Stored dataset items
+---+
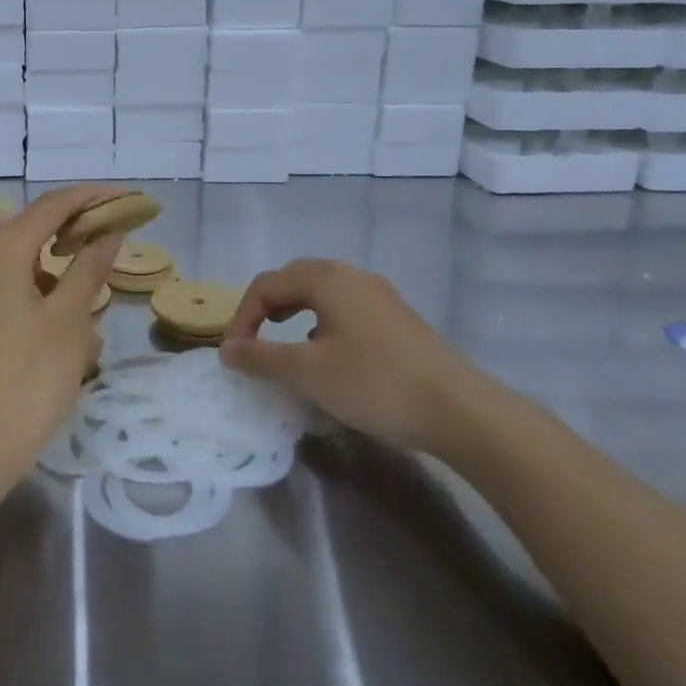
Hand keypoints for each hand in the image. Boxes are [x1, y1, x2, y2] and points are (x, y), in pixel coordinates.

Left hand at [0, 185, 122, 481]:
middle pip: (10, 219)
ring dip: (34, 252)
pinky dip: (19, 278)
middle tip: (84, 242)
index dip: (89, 197)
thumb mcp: (70, 321)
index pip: (49, 206)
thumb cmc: (31, 379)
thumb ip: (89, 267)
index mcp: (0, 253)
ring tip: (74, 284)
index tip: (123, 198)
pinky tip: (49, 314)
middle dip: (48, 222)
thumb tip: (110, 230)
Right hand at [220, 259, 492, 458]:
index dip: (242, 317)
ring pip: (321, 292)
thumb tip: (226, 350)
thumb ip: (261, 358)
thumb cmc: (375, 383)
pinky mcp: (396, 317)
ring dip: (292, 312)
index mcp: (326, 278)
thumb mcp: (308, 373)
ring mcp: (378, 294)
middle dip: (265, 308)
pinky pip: (344, 307)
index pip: (266, 284)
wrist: (459, 409)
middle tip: (253, 343)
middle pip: (293, 279)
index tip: (235, 356)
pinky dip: (320, 321)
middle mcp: (351, 275)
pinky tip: (326, 352)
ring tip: (283, 343)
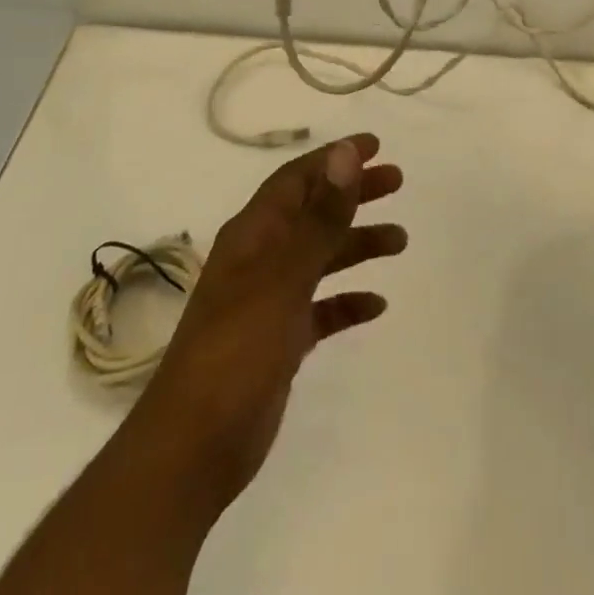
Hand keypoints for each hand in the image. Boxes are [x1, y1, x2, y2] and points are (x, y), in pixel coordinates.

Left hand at [131, 134, 405, 515]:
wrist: (193, 448)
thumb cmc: (237, 350)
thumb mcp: (283, 277)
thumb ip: (319, 217)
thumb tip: (345, 153)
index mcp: (253, 234)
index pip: (297, 179)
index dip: (334, 158)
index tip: (375, 146)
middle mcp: (260, 259)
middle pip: (312, 212)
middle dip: (353, 194)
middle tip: (397, 182)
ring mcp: (268, 301)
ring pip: (320, 258)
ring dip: (357, 244)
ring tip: (400, 241)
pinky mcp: (279, 341)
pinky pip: (321, 308)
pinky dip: (347, 301)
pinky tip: (375, 305)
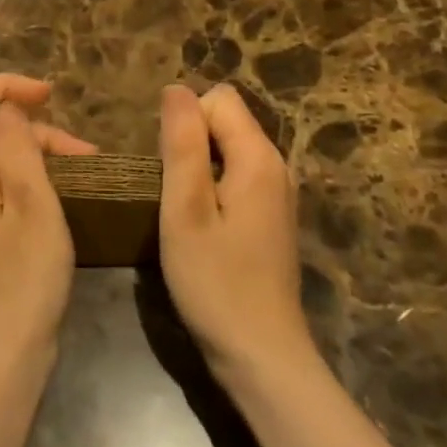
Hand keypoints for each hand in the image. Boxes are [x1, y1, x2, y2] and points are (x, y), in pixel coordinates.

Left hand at [0, 75, 95, 372]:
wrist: (2, 358)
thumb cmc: (25, 276)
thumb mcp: (33, 202)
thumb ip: (17, 144)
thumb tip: (7, 108)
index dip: (6, 85)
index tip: (50, 96)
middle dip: (32, 128)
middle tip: (83, 153)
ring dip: (34, 153)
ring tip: (82, 173)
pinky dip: (21, 177)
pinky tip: (54, 195)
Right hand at [158, 83, 314, 386]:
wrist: (262, 357)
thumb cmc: (216, 283)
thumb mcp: (186, 210)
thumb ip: (181, 144)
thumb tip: (176, 89)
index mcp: (259, 157)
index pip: (218, 99)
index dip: (186, 122)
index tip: (169, 169)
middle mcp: (276, 166)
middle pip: (226, 121)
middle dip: (190, 143)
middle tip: (173, 195)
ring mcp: (277, 194)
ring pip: (228, 149)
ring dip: (198, 168)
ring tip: (183, 213)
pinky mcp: (271, 217)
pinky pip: (236, 176)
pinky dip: (213, 189)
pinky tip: (203, 229)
+---+
*ACTION ITEM:* The response should be the lines from the one containing "index tip: (50, 96)" through the last line of the data, set down exactly and with no other line.

*OUTPUT OF THE EXERCISE:*
index tip: (50, 96)
middle dip: (32, 128)
middle tip: (83, 153)
ring dip: (34, 153)
ring tip: (82, 173)
pinky dip: (21, 177)
pinky tip: (54, 195)
Right hand at [158, 83, 314, 386]:
wrist: (262, 357)
thumb cmc: (216, 283)
thumb mcp: (186, 210)
thumb ip: (181, 144)
thumb tip: (176, 89)
index mcp: (259, 157)
index pip: (218, 99)
index dip: (186, 122)
index tip: (169, 169)
middle mcp: (276, 166)
middle pip: (226, 121)
middle dip: (190, 143)
middle tip: (173, 195)
ring mcp: (277, 194)
ring pip: (228, 149)
ring dip: (198, 168)
ring tip: (183, 213)
pinky mcp: (271, 217)
pinky pip: (236, 176)
pinky dip: (213, 189)
pinky tip: (203, 229)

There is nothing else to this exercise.